(Exercise inputs)

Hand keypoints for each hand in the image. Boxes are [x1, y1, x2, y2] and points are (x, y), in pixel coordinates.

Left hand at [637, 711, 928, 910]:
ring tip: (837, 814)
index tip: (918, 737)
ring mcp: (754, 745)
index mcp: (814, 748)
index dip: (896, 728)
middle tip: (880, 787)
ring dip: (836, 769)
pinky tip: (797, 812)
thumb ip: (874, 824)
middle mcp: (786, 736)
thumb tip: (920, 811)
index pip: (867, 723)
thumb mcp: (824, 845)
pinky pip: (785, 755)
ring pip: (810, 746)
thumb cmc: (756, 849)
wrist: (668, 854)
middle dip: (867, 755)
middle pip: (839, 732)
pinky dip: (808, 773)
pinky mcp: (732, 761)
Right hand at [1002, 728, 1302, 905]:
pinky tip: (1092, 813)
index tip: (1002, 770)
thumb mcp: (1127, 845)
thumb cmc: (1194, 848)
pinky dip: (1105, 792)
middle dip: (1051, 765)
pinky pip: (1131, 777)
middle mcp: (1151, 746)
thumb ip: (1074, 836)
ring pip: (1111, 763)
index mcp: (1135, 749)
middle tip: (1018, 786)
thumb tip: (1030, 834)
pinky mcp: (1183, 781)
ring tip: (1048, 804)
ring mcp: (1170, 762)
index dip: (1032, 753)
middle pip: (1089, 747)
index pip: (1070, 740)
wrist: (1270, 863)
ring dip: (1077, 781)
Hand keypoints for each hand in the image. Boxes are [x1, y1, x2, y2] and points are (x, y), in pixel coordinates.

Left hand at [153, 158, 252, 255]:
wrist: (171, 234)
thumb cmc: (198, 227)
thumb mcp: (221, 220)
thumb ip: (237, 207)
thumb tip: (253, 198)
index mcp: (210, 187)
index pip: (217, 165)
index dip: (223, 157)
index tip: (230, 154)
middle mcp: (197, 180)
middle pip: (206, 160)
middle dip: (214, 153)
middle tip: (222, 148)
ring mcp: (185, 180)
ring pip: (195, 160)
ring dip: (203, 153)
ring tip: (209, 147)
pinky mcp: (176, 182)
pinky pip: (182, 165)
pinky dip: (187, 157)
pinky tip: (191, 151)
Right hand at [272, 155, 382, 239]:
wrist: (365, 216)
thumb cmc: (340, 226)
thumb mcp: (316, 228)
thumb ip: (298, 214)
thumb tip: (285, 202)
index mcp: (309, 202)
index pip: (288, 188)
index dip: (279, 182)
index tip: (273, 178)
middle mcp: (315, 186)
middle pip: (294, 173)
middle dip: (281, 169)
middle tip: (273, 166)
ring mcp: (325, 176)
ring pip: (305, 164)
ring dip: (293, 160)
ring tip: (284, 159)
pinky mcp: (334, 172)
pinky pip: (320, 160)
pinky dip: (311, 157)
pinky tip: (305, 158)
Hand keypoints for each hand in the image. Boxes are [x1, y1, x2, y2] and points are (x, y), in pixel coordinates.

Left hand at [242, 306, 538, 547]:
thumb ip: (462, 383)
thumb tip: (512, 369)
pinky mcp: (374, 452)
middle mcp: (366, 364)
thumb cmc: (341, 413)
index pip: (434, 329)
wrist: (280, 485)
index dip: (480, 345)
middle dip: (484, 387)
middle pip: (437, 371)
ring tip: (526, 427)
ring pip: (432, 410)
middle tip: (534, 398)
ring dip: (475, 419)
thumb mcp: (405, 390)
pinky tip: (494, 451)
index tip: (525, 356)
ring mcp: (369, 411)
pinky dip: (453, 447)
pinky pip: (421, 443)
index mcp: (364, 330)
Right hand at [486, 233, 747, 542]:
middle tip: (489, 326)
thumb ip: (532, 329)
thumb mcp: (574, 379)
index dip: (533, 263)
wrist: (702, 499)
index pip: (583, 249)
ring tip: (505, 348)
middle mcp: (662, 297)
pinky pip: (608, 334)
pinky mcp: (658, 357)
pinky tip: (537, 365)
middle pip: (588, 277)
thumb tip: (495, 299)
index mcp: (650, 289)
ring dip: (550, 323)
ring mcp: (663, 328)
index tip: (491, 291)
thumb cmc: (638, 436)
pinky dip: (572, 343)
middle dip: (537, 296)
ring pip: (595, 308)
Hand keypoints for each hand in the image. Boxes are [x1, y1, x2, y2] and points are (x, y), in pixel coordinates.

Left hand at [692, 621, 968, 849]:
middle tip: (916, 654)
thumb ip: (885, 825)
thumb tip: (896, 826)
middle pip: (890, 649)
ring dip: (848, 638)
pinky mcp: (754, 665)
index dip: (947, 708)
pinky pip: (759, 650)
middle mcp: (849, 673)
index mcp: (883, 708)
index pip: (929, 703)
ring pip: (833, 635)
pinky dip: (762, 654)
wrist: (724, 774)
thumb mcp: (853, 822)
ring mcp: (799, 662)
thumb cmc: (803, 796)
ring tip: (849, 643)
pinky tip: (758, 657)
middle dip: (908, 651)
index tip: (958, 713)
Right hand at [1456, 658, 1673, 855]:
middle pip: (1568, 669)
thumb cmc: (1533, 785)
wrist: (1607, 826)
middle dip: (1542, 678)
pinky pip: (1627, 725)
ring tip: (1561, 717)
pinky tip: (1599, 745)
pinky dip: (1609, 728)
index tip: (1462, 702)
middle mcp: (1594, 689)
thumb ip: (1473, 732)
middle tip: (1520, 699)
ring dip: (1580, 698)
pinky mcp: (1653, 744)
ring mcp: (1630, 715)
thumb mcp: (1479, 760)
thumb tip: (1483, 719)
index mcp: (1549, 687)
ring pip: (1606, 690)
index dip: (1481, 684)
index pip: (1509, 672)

(End Exercise inputs)

## What this task involves
Every record above is to be restated exactly as it reads.

## Exercise result
Hand keypoints for each hand in the image. Boxes are [x1, y1, x2, y2] and points are (x, y), in pixel coordinates.

Left hand at [637, 711, 928, 910]:
ring tip: (837, 814)
index tip: (918, 737)
ring mcp: (754, 745)
index mcp: (814, 748)
index dip: (896, 728)
middle tip: (880, 787)
ring dip: (836, 769)
pinky tip: (797, 812)
thumb ip: (874, 824)
middle mcp: (786, 736)
thumb tip: (920, 811)
index pip: (867, 723)
thumb mcp: (824, 845)
pinky pip: (785, 755)
ring pip: (810, 746)
thumb cmc: (756, 849)
wrist: (668, 854)
middle dip: (867, 755)
middle pip: (839, 732)
pinky dip: (808, 773)
pinky mcp: (732, 761)
Right hand at [1002, 728, 1302, 905]:
pinky tip: (1092, 813)
index tip: (1002, 770)
thumb mcp: (1127, 845)
thumb cmc: (1194, 848)
pinky dip: (1105, 792)
middle dip: (1051, 765)
pinky pip: (1131, 777)
middle mcp: (1151, 746)
thumb ip: (1074, 836)
ring pip: (1111, 763)
index mcp: (1135, 749)
middle tip: (1018, 786)
thumb tip: (1030, 834)
pinky mcp: (1183, 781)
ring tip: (1048, 804)
ring mcp: (1170, 762)
index dip: (1032, 753)
middle pip: (1089, 747)
index pip: (1070, 740)
wrist: (1270, 863)
ring dip: (1077, 781)
Hand keypoints for each hand in the image. Boxes are [x1, y1, x2, y2] and points are (x, y), in pixel coordinates.

Left hand at [153, 158, 252, 255]:
wrist: (171, 234)
thumb cmc: (198, 227)
thumb mcp: (221, 220)
thumb ip: (237, 207)
thumb tip: (253, 198)
index mcp: (210, 187)
index pip: (217, 165)
index dip: (223, 157)
index tip: (230, 154)
middle mcp: (197, 180)
middle pip: (206, 160)
middle dip: (214, 153)
middle tip: (222, 148)
ring mcp: (185, 180)
ring pip: (195, 160)
ring dip: (203, 153)
ring tip: (209, 147)
pinky mcp: (176, 182)
pinky pip: (182, 165)
pinky dip: (187, 157)
pinky tip: (191, 151)
Right hand at [272, 155, 382, 239]:
wrist: (365, 216)
thumb cmc: (340, 226)
thumb mcp: (316, 228)
thumb ip: (298, 214)
thumb tip: (285, 202)
index mcp: (309, 202)
index pip: (288, 188)
index dip: (279, 182)
index tip: (273, 178)
middle mcp: (315, 186)
middle pip: (294, 173)
middle dip: (281, 169)
middle tip: (273, 166)
ring mcp: (325, 176)
ring pip: (305, 164)
ring dip: (293, 160)
ring tip: (284, 159)
pinky mcp: (334, 172)
pinky pip: (320, 160)
pinky dip: (311, 157)
pinky tip: (305, 158)
Hand keypoints for each hand in the image. Boxes are [x1, y1, x2, y2] and points are (x, y), in pixel coordinates.

Left hand at [242, 306, 538, 547]:
thumb ip: (462, 383)
thumb tip: (512, 369)
pinky mcp: (374, 452)
middle mcp: (366, 364)
thumb cmc: (341, 413)
index pip: (434, 329)
wrist: (280, 485)
index dip: (480, 345)
middle dip: (484, 387)
middle pip: (437, 371)
ring tip: (526, 427)
ring pip: (432, 410)
middle tip: (534, 398)
ring dip: (475, 419)
thumb mcp: (405, 390)
pinky tip: (494, 451)
index tip: (525, 356)
ring mcp: (369, 411)
pinky dip: (453, 447)
pinky pip: (421, 443)
index mcp: (364, 330)
Right hand at [486, 233, 747, 542]:
middle tip: (489, 326)
thumb ip: (532, 329)
thumb mcp: (574, 379)
index dip: (533, 263)
wrist: (702, 499)
index pip: (583, 249)
ring tip: (505, 348)
middle mcp: (662, 297)
pinky pip: (608, 334)
pinky mcp: (658, 357)
pinky tip: (537, 365)
middle pip: (588, 277)
thumb tip: (495, 299)
index mcp: (650, 289)
ring dip: (550, 323)
ring mcp: (663, 328)
index tip: (491, 291)
thumb cmc: (638, 436)
pinky dip: (572, 343)
middle dip: (537, 296)
ring pip: (595, 308)
Hand keypoints for each hand in the image. Boxes are [x1, y1, x2, y2] and points are (x, y), in pixel coordinates.

Left hand at [692, 621, 968, 849]:
middle tip: (916, 654)
thumb ip: (885, 825)
thumb tip: (896, 826)
middle pip: (890, 649)
ring dip: (848, 638)
pinky mcp: (754, 665)
index dip: (947, 708)
pinky pip: (759, 650)
middle mcp: (849, 673)
index mcp: (883, 708)
index pip: (929, 703)
ring pip: (833, 635)
pinky dip: (762, 654)
wrist: (724, 774)
thumb mcp: (853, 822)
ring mcp: (799, 662)
thumb cmc: (803, 796)
ring tip: (849, 643)
pinky tip: (758, 657)
middle dip: (908, 651)
index tip: (958, 713)
Right hand at [1456, 658, 1673, 855]:
middle pip: (1568, 669)
thumb cmc: (1533, 785)
wrist: (1607, 826)
middle dip: (1542, 678)
pinky pip: (1627, 725)
ring tip: (1561, 717)
pinky tip: (1599, 745)
pinky dip: (1609, 728)
index tip: (1462, 702)
middle mcp: (1594, 689)
thumb ip: (1473, 732)
middle tip: (1520, 699)
ring dip: (1580, 698)
pinky mcp: (1653, 744)
ring mcp: (1630, 715)
thumb mcp: (1479, 760)
thumb tip: (1483, 719)
index mcp: (1549, 687)
ring pip: (1606, 690)
index dip: (1481, 684)
index pip: (1509, 672)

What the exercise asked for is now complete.